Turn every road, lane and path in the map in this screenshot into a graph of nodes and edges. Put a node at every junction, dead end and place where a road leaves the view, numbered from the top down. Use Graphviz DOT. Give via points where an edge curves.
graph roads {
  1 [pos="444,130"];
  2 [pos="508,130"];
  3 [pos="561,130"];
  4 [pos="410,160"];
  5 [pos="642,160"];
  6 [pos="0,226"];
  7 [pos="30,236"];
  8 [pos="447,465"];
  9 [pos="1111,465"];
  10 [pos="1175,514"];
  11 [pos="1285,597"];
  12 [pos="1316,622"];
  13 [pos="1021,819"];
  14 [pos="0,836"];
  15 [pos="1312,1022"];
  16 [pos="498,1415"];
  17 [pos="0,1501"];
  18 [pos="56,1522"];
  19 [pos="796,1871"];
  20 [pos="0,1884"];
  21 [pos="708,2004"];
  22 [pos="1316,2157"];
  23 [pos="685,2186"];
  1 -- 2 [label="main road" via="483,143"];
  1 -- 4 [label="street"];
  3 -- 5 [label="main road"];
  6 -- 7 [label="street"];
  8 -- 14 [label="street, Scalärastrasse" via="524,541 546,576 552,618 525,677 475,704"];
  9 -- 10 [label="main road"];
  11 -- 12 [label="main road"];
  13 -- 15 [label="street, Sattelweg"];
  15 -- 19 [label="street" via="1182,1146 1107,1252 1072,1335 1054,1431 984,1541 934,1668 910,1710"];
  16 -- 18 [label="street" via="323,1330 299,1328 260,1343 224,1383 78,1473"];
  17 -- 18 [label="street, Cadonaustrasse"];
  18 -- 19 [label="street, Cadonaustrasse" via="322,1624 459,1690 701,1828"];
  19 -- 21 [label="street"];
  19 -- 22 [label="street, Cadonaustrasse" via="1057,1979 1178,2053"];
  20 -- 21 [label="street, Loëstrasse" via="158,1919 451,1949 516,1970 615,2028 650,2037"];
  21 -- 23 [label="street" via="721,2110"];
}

## [What to do]
Nothing in the records may be left out; reproduce them exactly.

## [Result of this task]
Turn every road, lane and path in the map in this screenshot into a graph of nodes and edges. Put a node at every junction, dead end and place where a road leaves the view, numbered from the top down. Use Graphviz DOT. Give via points where an edge curves.
graph roads {
  1 [pos="444,130"];
  2 [pos="508,130"];
  3 [pos="561,130"];
  4 [pos="410,160"];
  5 [pos="642,160"];
  6 [pos="0,226"];
  7 [pos="30,236"];
  8 [pos="447,465"];
  9 [pos="1111,465"];
  10 [pos="1175,514"];
  11 [pos="1285,597"];
  12 [pos="1316,622"];
  13 [pos="1021,819"];
  14 [pos="0,836"];
  15 [pos="1312,1022"];
  16 [pos="498,1415"];
  17 [pos="0,1501"];
  18 [pos="56,1522"];
  19 [pos="796,1871"];
  20 [pos="0,1884"];
  21 [pos="708,2004"];
  22 [pos="1316,2157"];
  23 [pos="685,2186"];
  1 -- 2 [label="main road" via="483,143"];
  1 -- 4 [label="street"];
  3 -- 5 [label="main road"];
  6 -- 7 [label="street"];
  8 -- 14 [label="street, Scalärastrasse" via="524,541 546,576 552,618 525,677 475,704"];
  9 -- 10 [label="main road"];
  11 -- 12 [label="main road"];
  13 -- 15 [label="street, Sattelweg"];
  15 -- 19 [label="street" via="1182,1146 1107,1252 1072,1335 1054,1431 984,1541 934,1668 910,1710"];
  16 -- 18 [label="street" via="323,1330 299,1328 260,1343 224,1383 78,1473"];
  17 -- 18 [label="street, Cadonaustrasse"];
  18 -- 19 [label="street, Cadonaustrasse" via="322,1624 459,1690 701,1828"];
  19 -- 21 [label="street"];
  19 -- 22 [label="street, Cadonaustrasse" via="1057,1979 1178,2053"];
  20 -- 21 [label="street, Loëstrasse" via="158,1919 451,1949 516,1970 615,2028 650,2037"];
  21 -- 23 [label="street" via="721,2110"];
}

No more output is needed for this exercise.